Even though you know you've got your work cut out for you, there's a sense of anticipation when it's time to haul out your Christmas knick-knacks to set up for the holidays. But when December 25th comes and goes, and most of the excitement fizzles out like bubbles from an open bottle of champagne, how do you bring yourself to pack the festive season away?
Being organized and having your storage materials ready in advance can help. With a bit of prep, your post-Christmas decluttering could be much more straightforward than last year, and those new trinkets and lights you bought will remain in tip-top condition until next year.
Christmas should be a time for gratitude, so it can feel awful when you have so much food piled up in your fridge that some is going bad. There's only so much you and your household can eat, but you can take steps to prevent waste. Start by freezing what you can—wrap the excess turkey in saran wrap and aluminum foil and keep for up to a month. You can also freeze cranberry sauce, Christmas pudding, stuffing, and roast potatoes.
Avoid food spoiling by buying disposable containers your guests can use for doggy bags of their favorite dishes. When you've gathered your strength and are tired of eating the same meals, look for recipes to zhuzh up the leftovers that have got to go.
All those gifts you received come wrapped and boxed. Put the wrapping paper into your recycling bin along with holiday retail catalogs. Sure, you could save some for an art project with your niece, but ask yourself how likely you are to flex your crafting muscles. If the answer is a shrug, it's gotta go.
Keep instruction manuals and warranty cards in a dedicated folder or container, take pictures if necessary, and break up all the boxes for recycling, except the ones that house items you plan to return or sell in a year or so. If you're not the nostalgic type, take pictures of your Christmas cards and add those to the recycling pile.
It happens. Beloved Christmas decorations don't fit your aesthetic anymore or take up too much space in your attic when you're trying to downsize. As soon as your baubles fail to fill you with a sense of festive wonder, it's time to let them go.
You've used them one last time, and now you can donate your colorful fairy lights to a charity shop, or sell your Spode's china, wooden sleds, wire reindeer, and snow globes online for a bargain price to brighten up someone else's holiday. Kids can sell their unwanted toys too.
Spreading the joy of Christmas is as simple as gathering unopened, unused items in your home for donation. Everyone can poke about in their closets for presents from this year or last year that are nice but superfluous.
If kids do it before the holidays, they may be able to fulfill someone's wish through programs like the Salvation Army's Walmart Angel Tree. Check the guidelines for various programs. If the original gift-giver is likely to follow up and ask about a particular present, you'll have to devise a game plan and weigh the consequences of re-gifting.
Pack your decorations away by room using durable, stackable containers. Wrap fragile items in newspaper and arrange your fairy lights around storage reels or paper towel tubes with grooves cut in them to prevent tangling.
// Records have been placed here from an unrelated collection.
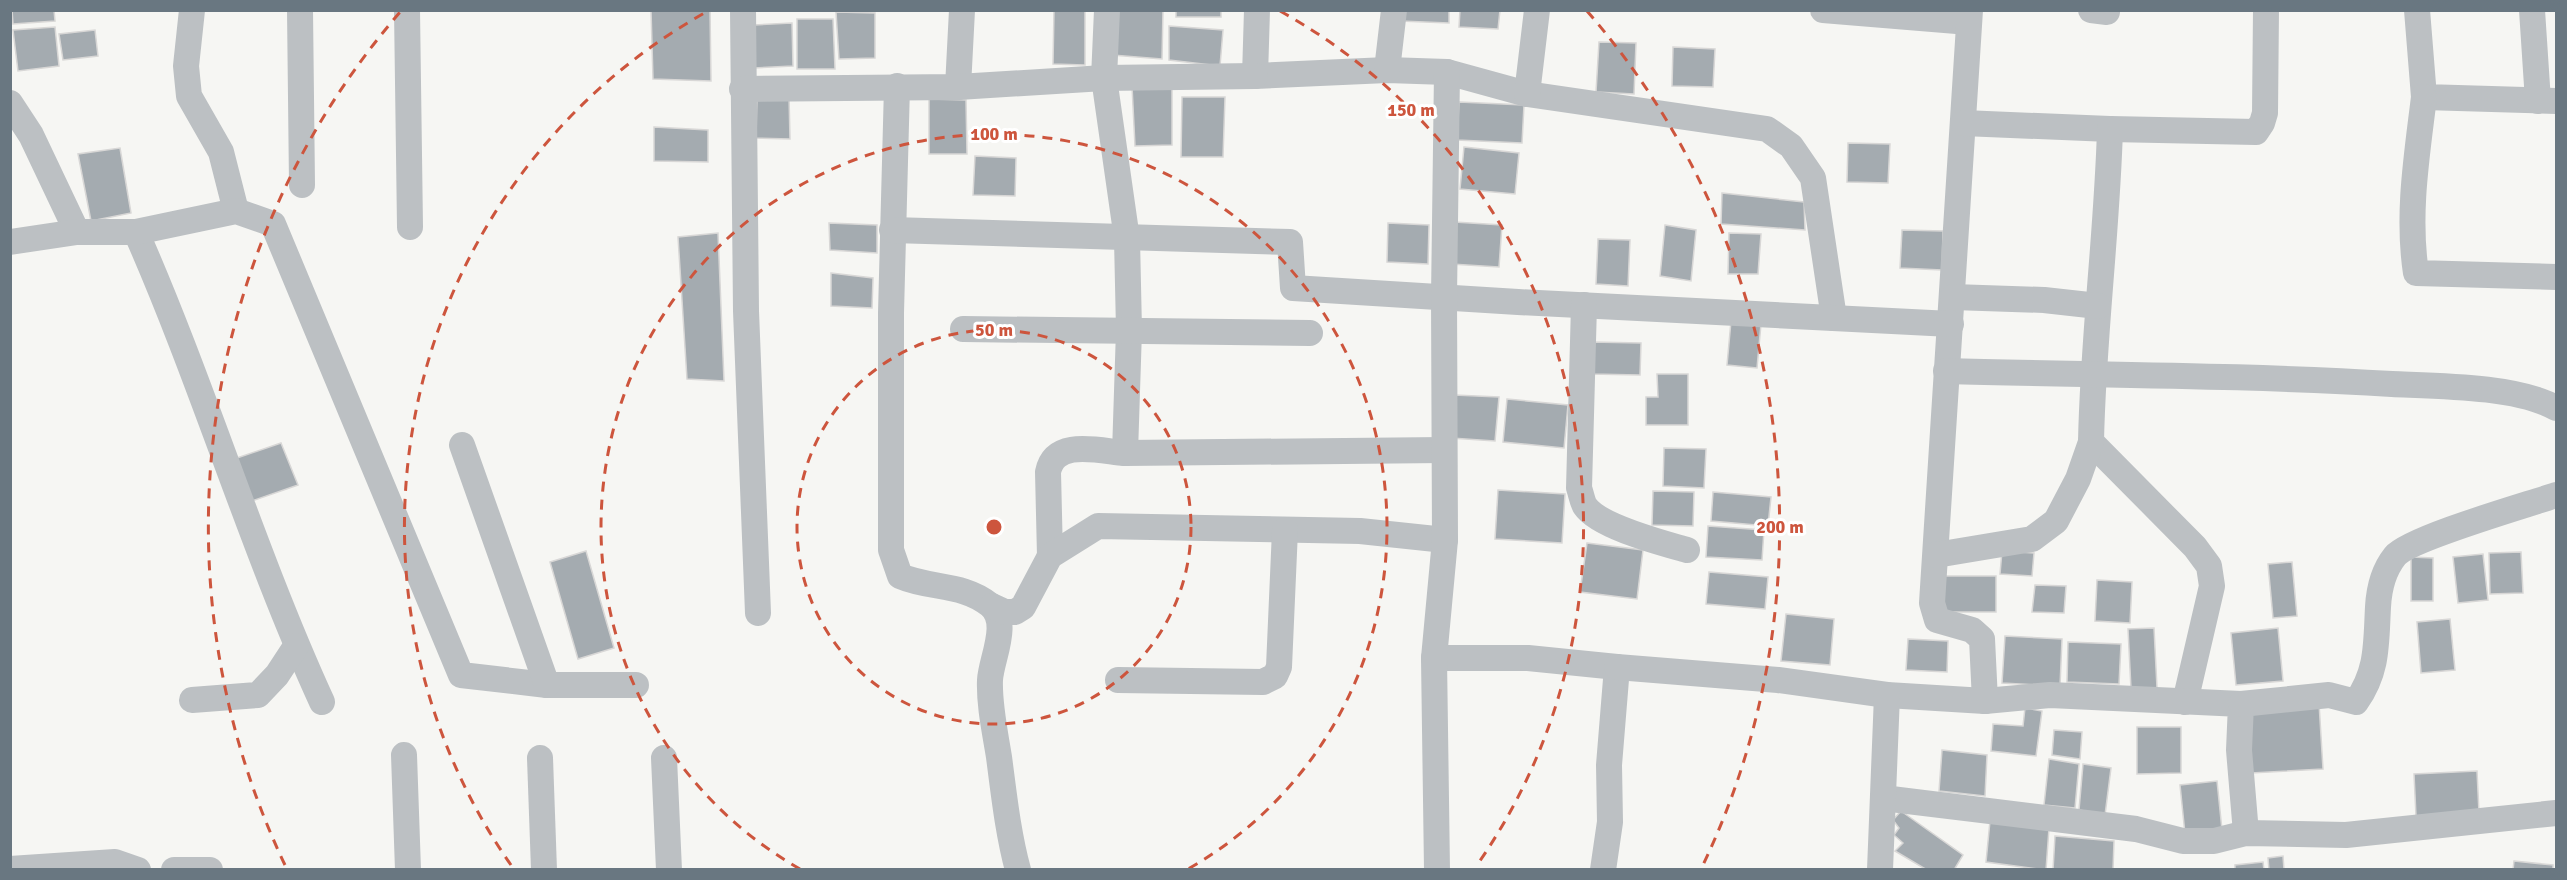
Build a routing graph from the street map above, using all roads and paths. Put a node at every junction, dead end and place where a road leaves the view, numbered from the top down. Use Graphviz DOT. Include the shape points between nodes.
graph roads {
  1 [pos="192,10"];
  2 [pos="300,10"];
  3 [pos="407,10"];
  4 [pos="743,10"];
  5 [pos="962,10"];
  6 [pos="1107,10"];
  7 [pos="1257,10"];
  8 [pos="1394,10"];
  9 [pos="1537,10"];
  10 [pos="1824,10"];
  11 [pos="2266,10"];
  12 [pos="2417,10"];
  13 [pos="2532,10"];
  14 [pos="1970,16"];
  15 [pos="1387,70"];
  16 [pos="1447,72"];
  17 [pos="1256,76"];
  18 [pos="1104,78"];
  19 [pos="897,86"];
  20 [pos="958,87"];
  21 [pos="742,89"];
  22 [pos="1527,94"];
  23 [pos="2424,97"];
  24 [pos="2547,101"];
  25 [pos="10,103"];
  26 [pos="1963,123"];
  27 [pos="2110,129"];
  28 [pos="302,185"];
  29 [pos="236,211"];
  30 [pos="410,227"];
  31 [pos="892,230"];
  32 [pos="77,232"];
  33 [pos="136,232"];
  34 [pos="1127,239"];
  35 [pos="10,242"];
  36 [pos="2556,277"];
  37 [pos="1444,297"];
  38 [pos="1953,297"];
  39 [pos="1584,305"];
  40 [pos="2098,306"];
  41 [pos="1834,318"];
  42 [pos="1951,324"];
  43 [pos="963,329"];
  44 [pos="1130,330"];
  45 [pos="1310,333"];
  46 [pos="1946,371"];
  47 [pos="2094,375"];
  48 [pos="2556,408"];
  49 [pos="2091,442"];
  50 [pos="462,445"];
  51 [pos="1444,450"];
  52 [pos="1125,453"];
  53 [pos="2556,495"];
  54 [pos="1285,530"];
  55 [pos="1445,540"];
  56 [pos="1688,550"];
  57 [pos="1936,555"];
  58 [pos="1050,556"];
  59 [pos="992,606"];
  60 [pos="758,614"];
  61 [pos="296,646"];
  62 [pos="1434,658"];
  63 [pos="1617,667"];
  64 [pos="1118,680"];
  65 [pos="547,685"];
  66 [pos="636,685"];
  67 [pos="1887,695"];
  68 [pos="192,700"];
  69 [pos="1985,701"];
  70 [pos="321,702"];
  71 [pos="2185,702"];
  72 [pos="2241,704"];
  73 [pos="404,755"];
  74 [pos="540,758"];
  75 [pos="664,758"];
  76 [pos="1883,798"];
  77 [pos="2556,813"];
  78 [pos="2246,833"];
  79 [pos="123,867"];
  80 [pos="10,869"];
  81 [pos="174,870"];
  82 [pos="210,870"];
  83 [pos="408,870"];
  84 [pos="544,870"];
  85 [pos="669,870"];
  86 [pos="1018,870"];
  87 [pos="1437,870"];
  88 [pos="1603,870"];
  89 [pos="1880,870"];
  1 -- 29 [label="street" via="186,66 189,96 221,152"];
  2 -- 28 [label="street"];
  3 -- 30 [label="street"];
  4 -- 21 [label="street"];
  5 -- 20 [label="street"];
  6 -- 18 [label="street"];
  7 -- 17 [label="street"];
  8 -- 15 [label="street"];
  9 -- 22 [label="street"];
  10 -- 14 [label="street"];
  11 -- 27 [label="street" via="2265,112 2256,132"];
  12 -- 23 [label="street"];
  13 -- 24 [label="street"];
  14 -- 26 [label="street"];
  15 -- 16 [label="street"];
  15 -- 17 [label="street"];
  16 -- 22 [label="street"];
  16 -- 37 [label="street"];
  17 -- 18 [label="street"];
  18 -- 20 [label="street"];
  18 -- 34 [label="street"];
  19 -- 20 [label="street"];
  19 -- 21 [label="street"];
  19 -- 31 [label="street"];
  21 -- 60 [label="street"];
  22 -- 41 [label="street" via="1767,129 1791,146 1813,178"];
  23 -- 24 [label="street"];
  23 -- 36 [label="street" via="2414,178 2415,273"];
  25 -- 32 [label="street" via="31,135"];
  26 -- 27 [label="street"];
  26 -- 38 [label="street"];
  27 -- 40 [label="street"];
  29 -- 33 [label="street"];
  29 -- 65 [label="street" via="273,224 461,675"];
  31 -- 34 [label="street"];
  31 -- 59 [label="street" via="891,550 895,568 900,576 915,583 956,588"];
  32 -- 33 [label="street"];
  32 -- 35 [label="street"];
  33 -- 61 [label="street" via="172,314"];
  34 -- 37 [label="street" via="1290,242 1293,288"];
  34 -- 44 [label="street"];
  37 -- 39 [label="street"];
  37 -- 51 [label="street"];
  38 -- 40 [label="street"];
  38 -- 42 [label="street"];
  39 -- 41 [label="street"];
  39 -- 56 [label="street" via="1579,488 1585,506 1640,537"];
  40 -- 47 [label="street"];
  41 -- 42 [label="street"];
  42 -- 46 [label="street"];
  43 -- 44 [label="street"];
  44 -- 45 [label="street"];
  44 -- 52 [label="street"];
  46 -- 47 [label="street"];
  46 -- 57 [label="street"];
  47 -- 48 [label="street" via="2262,376 2451,387 2539,398"];
  47 -- 49 [label="street"];
  49 -- 57 [label="street" via="2078,479 2056,521 2032,539"];
  49 -- 71 [label="street" via="2209,566 2212,586"];
  50 -- 65 [label="street"];
  51 -- 52 [label="street"];
  51 -- 55 [label="street"];
  52 -- 58 [label="street" via="1076,448 1058,453 1050,461"];
  53 -- 72 [label="street" via="2417,542 2396,555 2379,584 2374,667 2356,702 2329,695"];
  54 -- 55 [label="street" via="1360,531"];
  54 -- 58 [label="street" via="1098,525"];
  54 -- 64 [label="street" via="1279,667 1275,676 1263,682"];
  55 -- 62 [label="street"];
  57 -- 69 [label="street" via="1933,613 1937,620 1972,630 1982,639"];
  58 -- 59 [label="street" via="1023,607 1005,612"];
  59 -- 86 [label="street" via="999,635 990,691"];
  61 -- 68 [label="street" via="278,675 258,695"];
  61 -- 70 [label="street"];
  62 -- 63 [label="street" via="1528,658"];
  62 -- 87 [label="street"];
  63 -- 67 [label="street" via="1778,680"];
  63 -- 88 [label="street" via="1609,765 1610,822"];
  65 -- 66 [label="street"];
  67 -- 69 [label="street"];
  67 -- 76 [label="street"];
  69 -- 71 [label="street" via="2050,695"];
  71 -- 72 [label="street"];
  72 -- 78 [label="street" via="2239,750"];
  73 -- 83 [label="street"];
  74 -- 84 [label="street"];
  75 -- 85 [label="street"];
  76 -- 78 [label="street" via="2136,829 2183,841 2214,841"];
  76 -- 89 [label="street"];
  77 -- 78 [label="street" via="2346,835"];
  79 -- 80 [label="street"];
  81 -- 82 [label="street"];
}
Put your artificial tree in a bag, not a box, and buy a bauble case with dividers for the ultimate convenience. You can use egg cartons, cookie tins, and shoe boxes for small bits and bobs.
You can hang a Christmas wreath on a basic clothes hanger using twine or zip ties, with a trash bag as a protective covering. Or, if you've got the budget, buy a wreath storage container. Trash bags also work for bigger lawn items. Label the bag and store it in your garage or basement.
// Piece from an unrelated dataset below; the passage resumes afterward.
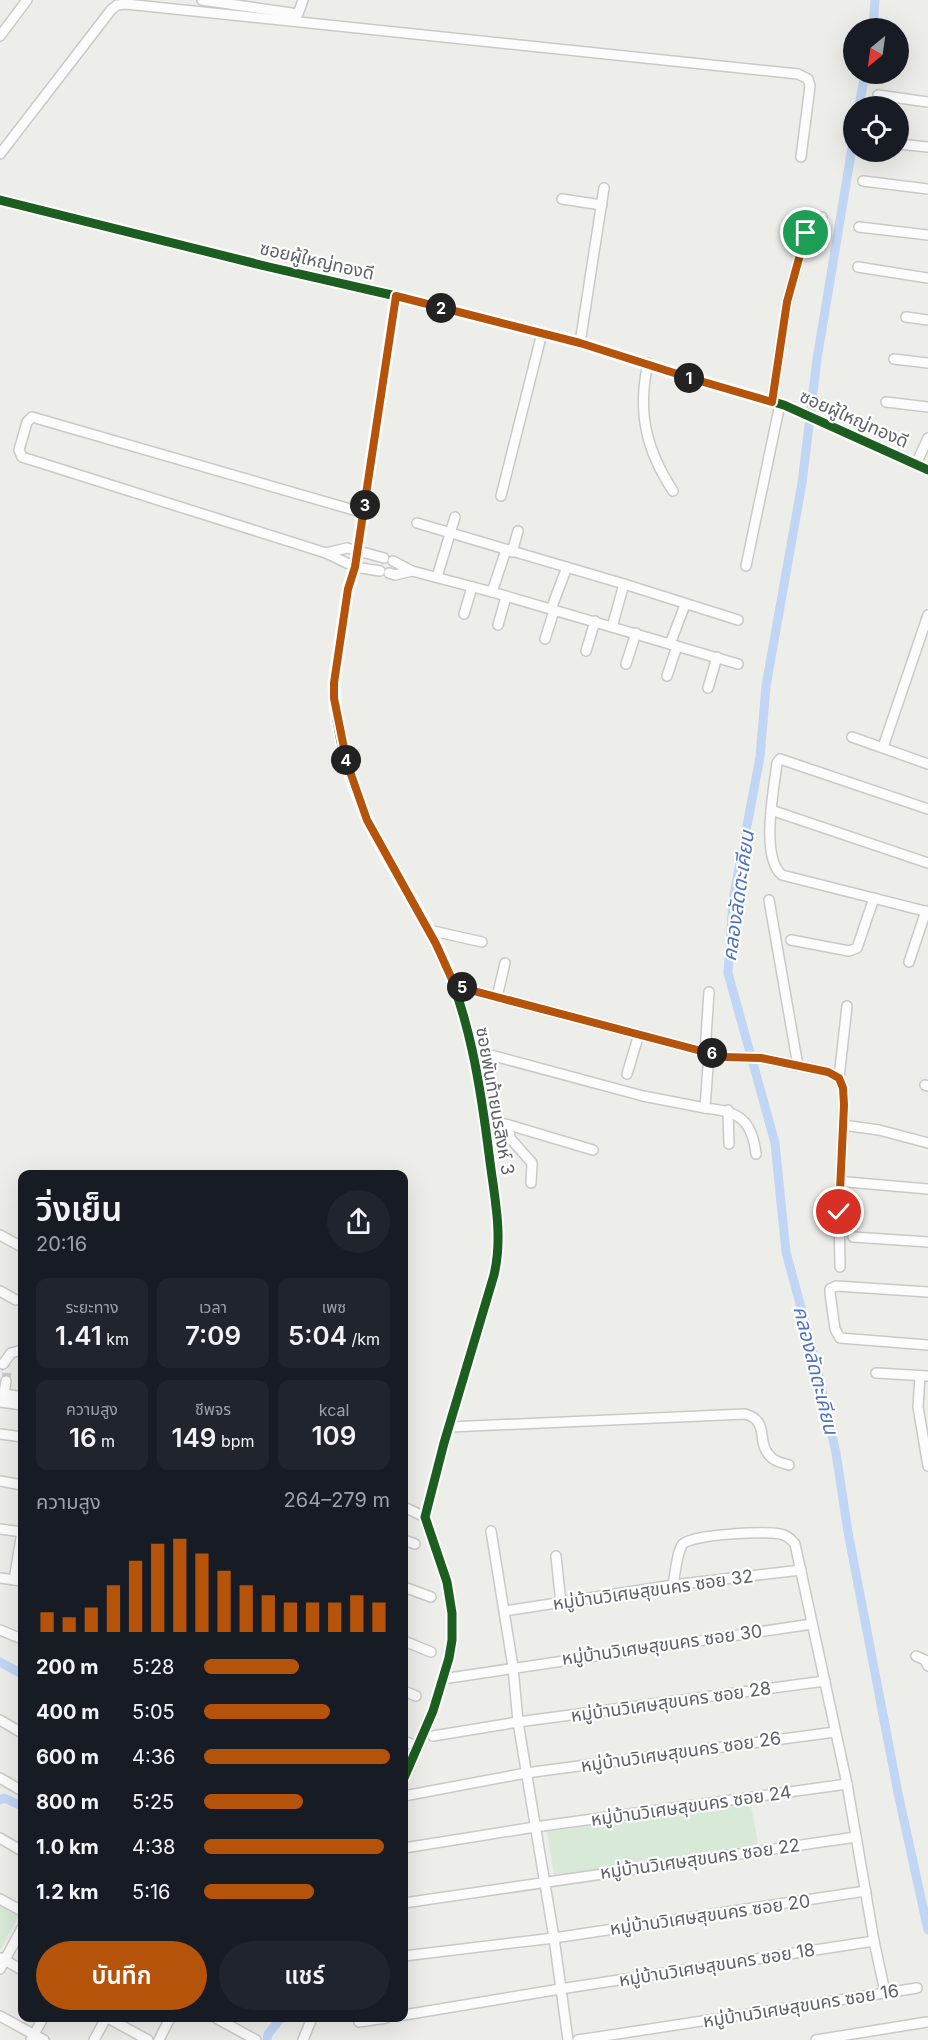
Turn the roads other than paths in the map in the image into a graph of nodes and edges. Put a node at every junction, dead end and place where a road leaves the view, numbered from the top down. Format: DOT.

Wrap garlands and pop them in air-tight plastic containers so they don't become dusty.
Local libraries and community centers often set up bartering stations or drop-and-shop stalls for holiday goods and decor. Make a solemn promise not to return with more stuff than you took to the event, and you should come away pleased as punch.
These initiatives are great examples of reducing and reusing for a sustainability-focused lifestyle.
Once you've edited and cut down on the inventory going back into your storage nooks, make it easy to find everything next year. Be specific with your labels. Use a permanent marker to indicate each box's contents; don't just write "lights," for example—specify whether they're for the porch or balcony.
No one looks forward to the post-Christmas clean-up. It's a schlep. So, how could you make it fun? Many hands may make light work of the job, especially if you go in with a plan and all your supplies are ready and waiting.
Blast some music, incentivize the labor with the best beverages and food you can think of (or, hey, some leftovers), and turn Operation Un-Christmas into a party.
Clearing digital holiday clutter from your personal and work inboxes is one way to kick off your New Year's resolutions before the new year even begins. After hitting unsubscribe and delete, turn your attention to your at-home office space. You can Marie Kondo your way to donating or selling books, stationery, and underused appliances. Oh, and toss out those dead pens!